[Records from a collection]

==========

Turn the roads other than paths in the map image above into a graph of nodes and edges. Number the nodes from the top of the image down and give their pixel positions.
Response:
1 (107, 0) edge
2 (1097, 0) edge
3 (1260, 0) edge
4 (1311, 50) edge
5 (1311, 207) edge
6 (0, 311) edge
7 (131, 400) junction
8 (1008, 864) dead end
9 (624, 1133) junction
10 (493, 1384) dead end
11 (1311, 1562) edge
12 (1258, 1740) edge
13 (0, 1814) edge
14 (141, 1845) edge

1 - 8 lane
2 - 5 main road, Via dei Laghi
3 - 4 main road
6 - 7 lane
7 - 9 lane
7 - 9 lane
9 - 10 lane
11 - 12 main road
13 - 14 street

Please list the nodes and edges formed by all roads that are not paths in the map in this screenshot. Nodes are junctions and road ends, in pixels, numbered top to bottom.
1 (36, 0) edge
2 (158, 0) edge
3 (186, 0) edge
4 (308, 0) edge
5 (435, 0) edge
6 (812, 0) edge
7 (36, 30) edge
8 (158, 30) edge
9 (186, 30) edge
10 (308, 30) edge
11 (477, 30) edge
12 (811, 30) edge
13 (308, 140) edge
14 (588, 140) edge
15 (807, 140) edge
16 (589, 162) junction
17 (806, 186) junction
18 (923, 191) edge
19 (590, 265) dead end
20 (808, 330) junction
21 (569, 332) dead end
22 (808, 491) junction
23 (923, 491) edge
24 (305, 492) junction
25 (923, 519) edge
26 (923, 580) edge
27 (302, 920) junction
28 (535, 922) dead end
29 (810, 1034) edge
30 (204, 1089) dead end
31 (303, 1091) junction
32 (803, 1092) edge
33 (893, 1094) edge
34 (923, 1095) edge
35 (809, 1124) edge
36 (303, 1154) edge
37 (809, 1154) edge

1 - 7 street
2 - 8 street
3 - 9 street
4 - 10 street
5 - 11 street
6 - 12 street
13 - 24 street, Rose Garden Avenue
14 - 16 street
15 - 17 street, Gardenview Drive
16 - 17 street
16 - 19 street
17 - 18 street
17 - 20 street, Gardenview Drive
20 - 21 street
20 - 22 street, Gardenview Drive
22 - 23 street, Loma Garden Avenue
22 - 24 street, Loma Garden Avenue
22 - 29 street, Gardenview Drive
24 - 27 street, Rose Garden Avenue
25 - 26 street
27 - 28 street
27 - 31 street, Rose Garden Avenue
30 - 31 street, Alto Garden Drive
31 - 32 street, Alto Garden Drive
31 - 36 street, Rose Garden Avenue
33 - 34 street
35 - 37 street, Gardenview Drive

==========

A verbatim restatement of all the entries above is required.

Answer to this problem —
Turn the roads other than paths in the map image above into a graph of nodes and edges. Number the nodes from the top of the image down and give their pixel positions.
Response:
1 (107, 0) edge
2 (1097, 0) edge
3 (1260, 0) edge
4 (1311, 50) edge
5 (1311, 207) edge
6 (0, 311) edge
7 (131, 400) junction
8 (1008, 864) dead end
9 (624, 1133) junction
10 (493, 1384) dead end
11 (1311, 1562) edge
12 (1258, 1740) edge
13 (0, 1814) edge
14 (141, 1845) edge

1 - 8 lane
2 - 5 main road, Via dei Laghi
3 - 4 main road
6 - 7 lane
7 - 9 lane
7 - 9 lane
9 - 10 lane
11 - 12 main road
13 - 14 street

Please list the nodes and edges formed by all roads that are not paths in the map in this screenshot. Nodes are junctions and road ends, in pixels, numbered top to bottom.
1 (36, 0) edge
2 (158, 0) edge
3 (186, 0) edge
4 (308, 0) edge
5 (435, 0) edge
6 (812, 0) edge
7 (36, 30) edge
8 (158, 30) edge
9 (186, 30) edge
10 (308, 30) edge
11 (477, 30) edge
12 (811, 30) edge
13 (308, 140) edge
14 (588, 140) edge
15 (807, 140) edge
16 (589, 162) junction
17 (806, 186) junction
18 (923, 191) edge
19 (590, 265) dead end
20 (808, 330) junction
21 (569, 332) dead end
22 (808, 491) junction
23 (923, 491) edge
24 (305, 492) junction
25 (923, 519) edge
26 (923, 580) edge
27 (302, 920) junction
28 (535, 922) dead end
29 (810, 1034) edge
30 (204, 1089) dead end
31 (303, 1091) junction
32 (803, 1092) edge
33 (893, 1094) edge
34 (923, 1095) edge
35 (809, 1124) edge
36 (303, 1154) edge
37 (809, 1154) edge

1 - 7 street
2 - 8 street
3 - 9 street
4 - 10 street
5 - 11 street
6 - 12 street
13 - 24 street, Rose Garden Avenue
14 - 16 street
15 - 17 street, Gardenview Drive
16 - 17 street
16 - 19 street
17 - 18 street
17 - 20 street, Gardenview Drive
20 - 21 street
20 - 22 street, Gardenview Drive
22 - 23 street, Loma Garden Avenue
22 - 24 street, Loma Garden Avenue
22 - 29 street, Gardenview Drive
24 - 27 street, Rose Garden Avenue
25 - 26 street
27 - 28 street
27 - 31 street, Rose Garden Avenue
30 - 31 street, Alto Garden Drive
31 - 32 street, Alto Garden Drive
31 - 36 street, Rose Garden Avenue
33 - 34 street
35 - 37 street, Gardenview Drive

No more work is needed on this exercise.